Train, Validation and Test datasets — trainValTest • SDMtune

Split a dataset randomly in training and testing datasets or training, validation and testing datasets.

Usage

trainValTest(x, test, val = 0, only_presence = FALSE, seed = NULL)

Arguments

x: SWD object containing the data that have to be split in training, validation and testing datasets.
test: numeric. The percentage of data withhold for testing.
val: numeric. The percentage of data withhold for validation, default is 0.
only_presence: logical. If TRUE the split is done only for the presence locations and all the background locations are included in each partition, used manly for presence-only methods, default is FALSE.
seed: numeric.

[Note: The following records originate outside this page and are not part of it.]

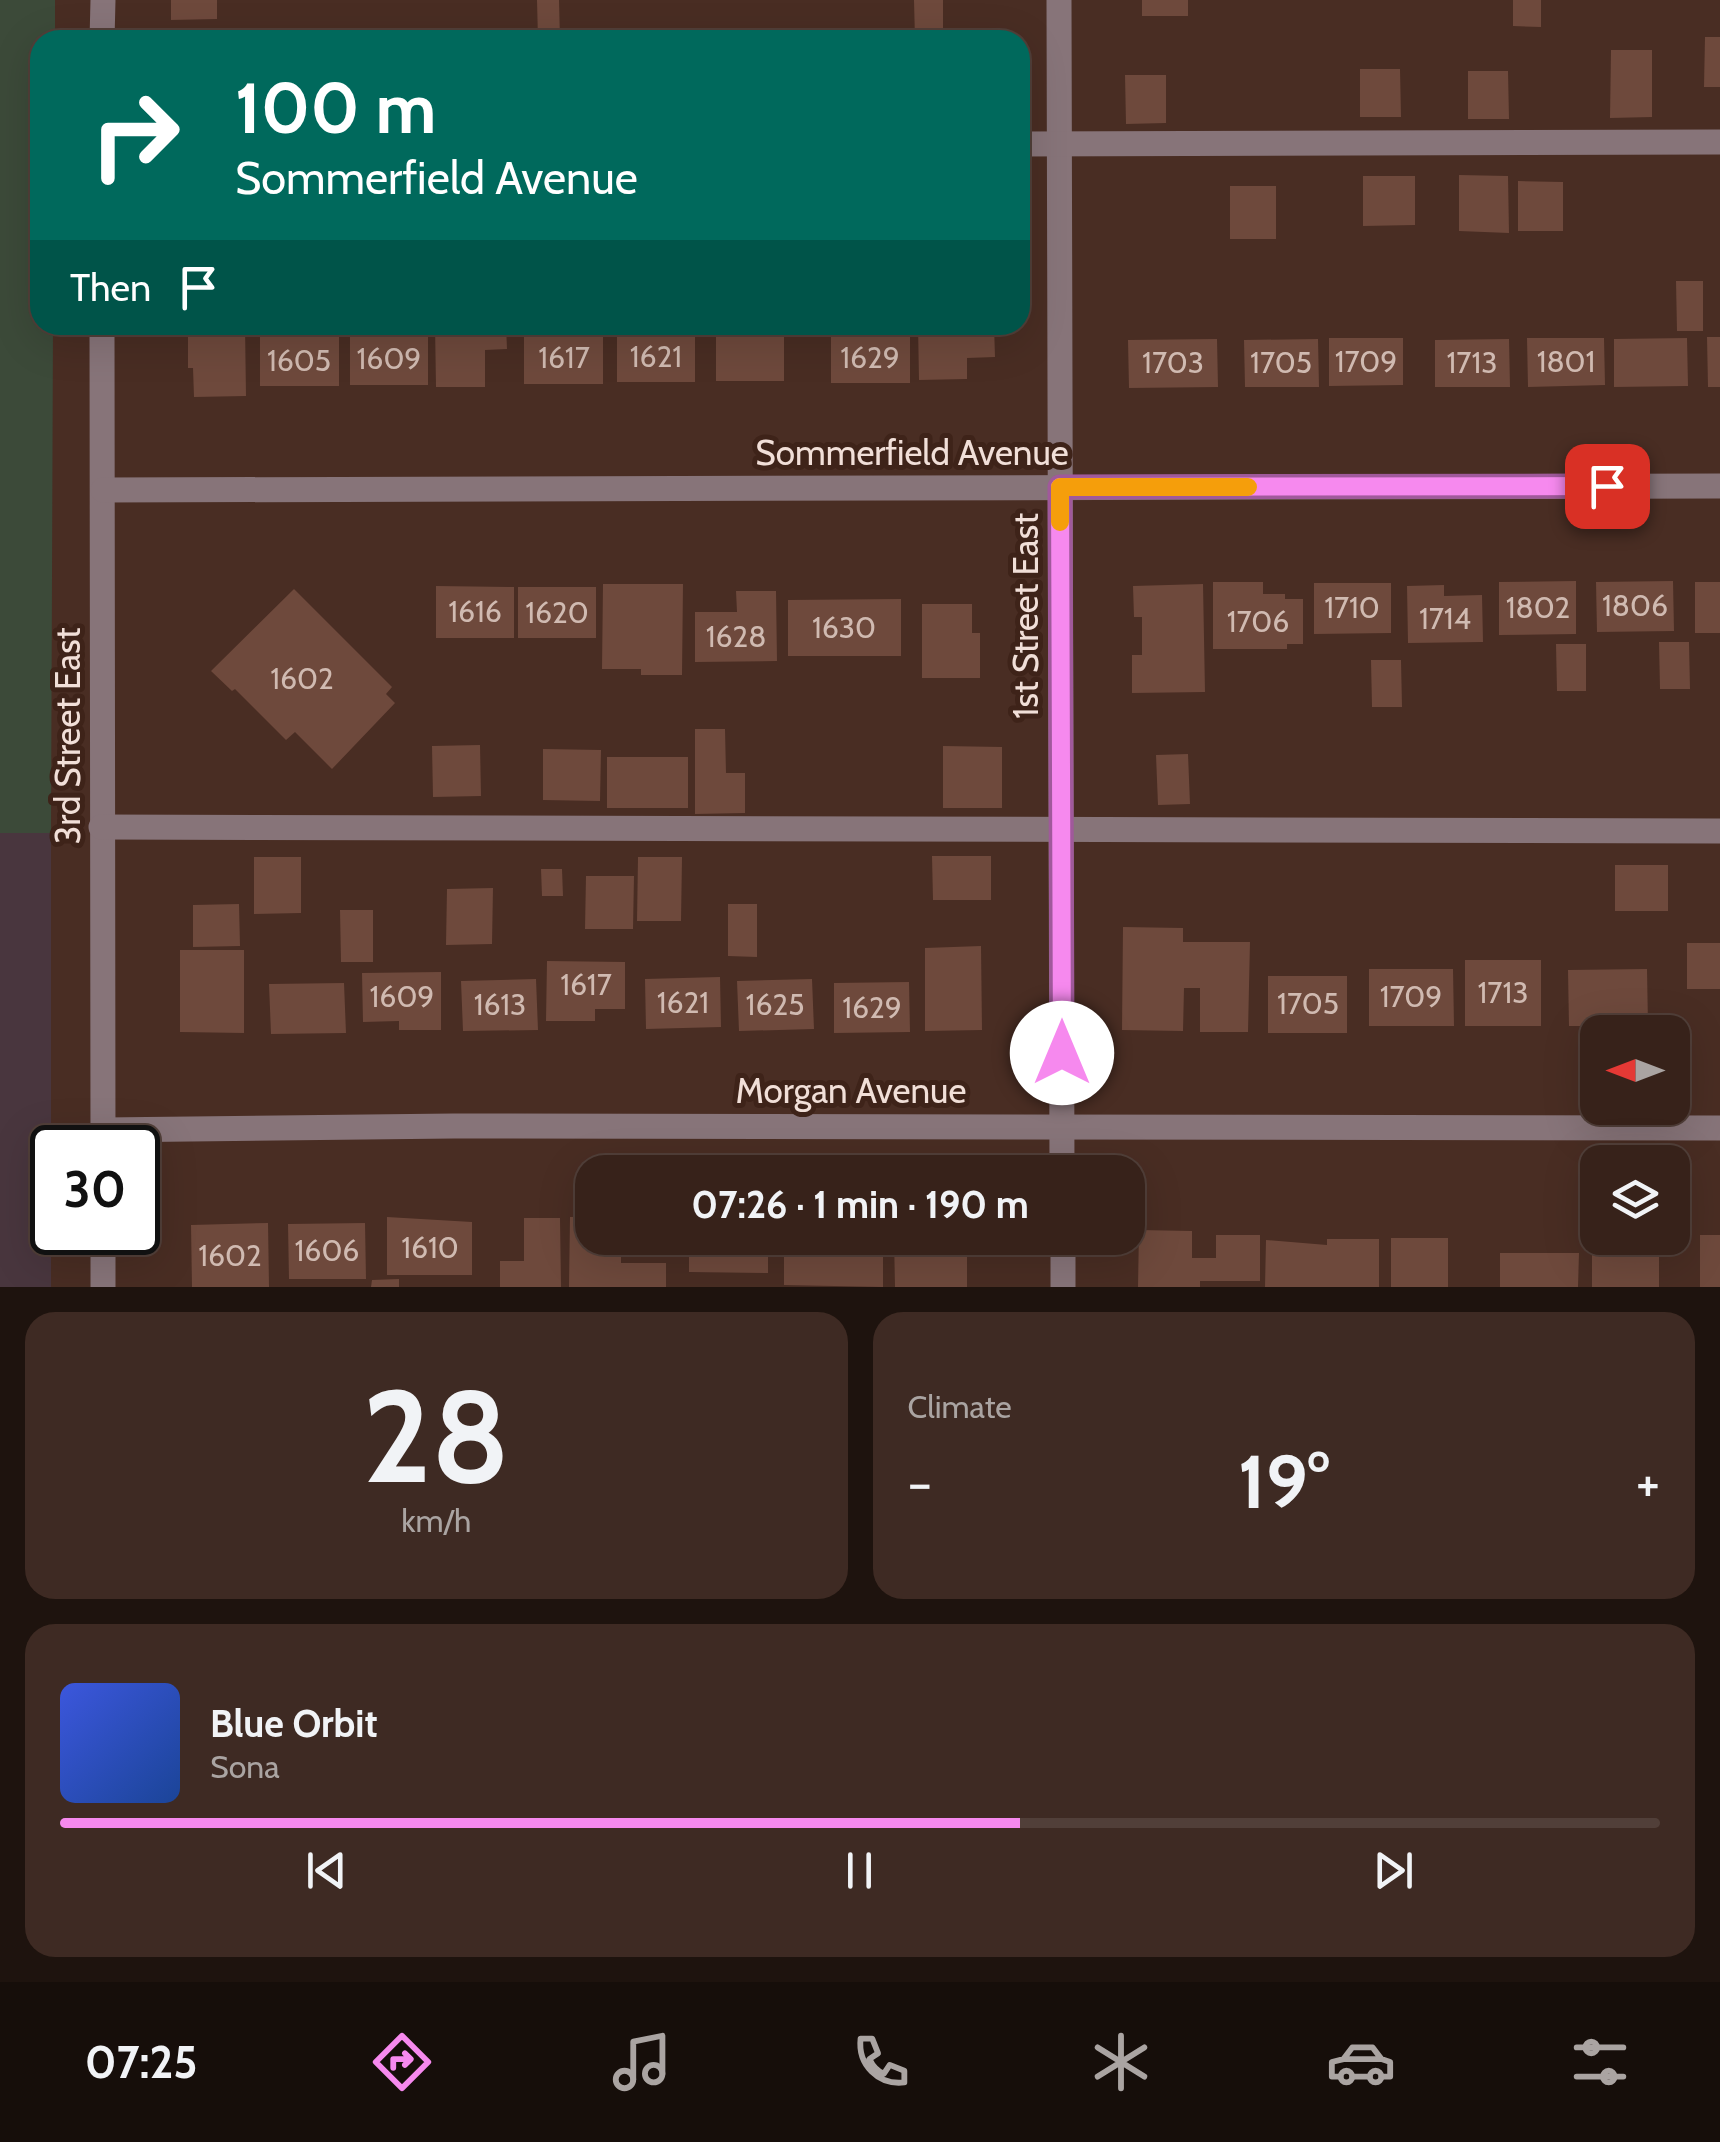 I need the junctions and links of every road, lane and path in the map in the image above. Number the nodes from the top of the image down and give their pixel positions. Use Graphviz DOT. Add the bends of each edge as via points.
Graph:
graph roads {
  1 [pos="103,0"];
  2 [pos="1059,0"];
  3 [pos="102,30"];
  4 [pos="1720,142"];
  5 [pos="1030,144"];
  6 [pos="1059,144"];
  7 [pos="102,335"];
  8 [pos="1720,486"];
  9 [pos="1060,487"];
  10 [pos="104,490"];
  11 [pos="102,827"];
  12 [pos="1061,831"];
  13 [pos="1720,831"];
  14 [pos="103,1125"];
  15 [pos="1062,1126"];
  16 [pos="1720,1128"];
  17 [pos="160,1138"];
  18 [pos="1062,1155"];
  19 [pos="103,1255"];
  20 [pos="1062,1255"];
  21 [pos="103,1287"];
  22 [pos="1063,1287"];
  1 -- 3 [label="street"];
  2 -- 6 [label="street, 1st Street East"];
  4 -- 6 [label="street"];
  5 -- 6 [label="street"];
  6 -- 9 [label="street, 1st Street East"];
  7 -- 10 [label="street, 3rd Street East"];
  8 -- 9 [label="street, Sommerfield Avenue"];
  9 -- 10 [label="street, Sommerfield Avenue"];
  9 -- 12 [label="street, 1st Street East"];
  10 -- 11 [label="street, 3rd Street East"];
  11 -- 12 [label="street"];
  11 -- 14 [label="street, 3rd Street East"];
  12 -- 13 [label="street"];
  12 -- 15 [label="street, 1st Street East"];
  15 -- 16 [label="street, Morgan Avenue"];
  15 -- 17 [label="street, Morgan Avenue"];
  15 -- 18 [label="street, 1st Street East"];
  19 -- 21 [label="street"];
  20 -- 22 [label="street"];
}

The value used to set the seed in order to have consistent results, default is NULL.

Value

A list with the training, validation and testing or training and testing SWD objects accordingly.

Details

When only_presence = FALSE, the proportion of presence and absence is preserved.

Author

Sergio Vignali

Examples

# Acquire environmental variables
files <- list.files(path = file.path(system.file(package = "dismo"), "ex"),
                    pattern = "grd",
                    full.names = TRUE)

predictors <- terra::rast(files)

# Prepare presence and background locations
p_coords <- virtualSp$presence
bg_coords <- virtualSp$background

# Create SWD object
data <- prepareSWD(species = "Virtual species",
                   p = p_coords,
                   a = bg_coords,
                   env = predictors,
                   categorical = "biome")
#> ℹ Extracting predictor information for presence locations
#> ✔ Extracting predictor information for presence locations [21ms]
#> 
#> ℹ Extracting predictor information for absence/background locations
#> ✔ Extracting predictor information for absence/background locations [47ms]
#> 

# Split presence locations in training (80%) and testing (20%) datasets
# and splitting only the presence locations
datasets <- trainValTest(data,
                         test = 0.2,
                         only_presence = TRUE)
train <- datasets[[1]]
test <- datasets[[2]]

# Split presence locations in training (60%), validation (20%) and testing
# (20%) datasets and splitting the presence and the absence locations
datasets <- trainValTest(data,
                         val = 0.2,
                         test = 0.2)
train <- datasets[[1]]
val <- datasets[[2]]
test <- datasets[[3]]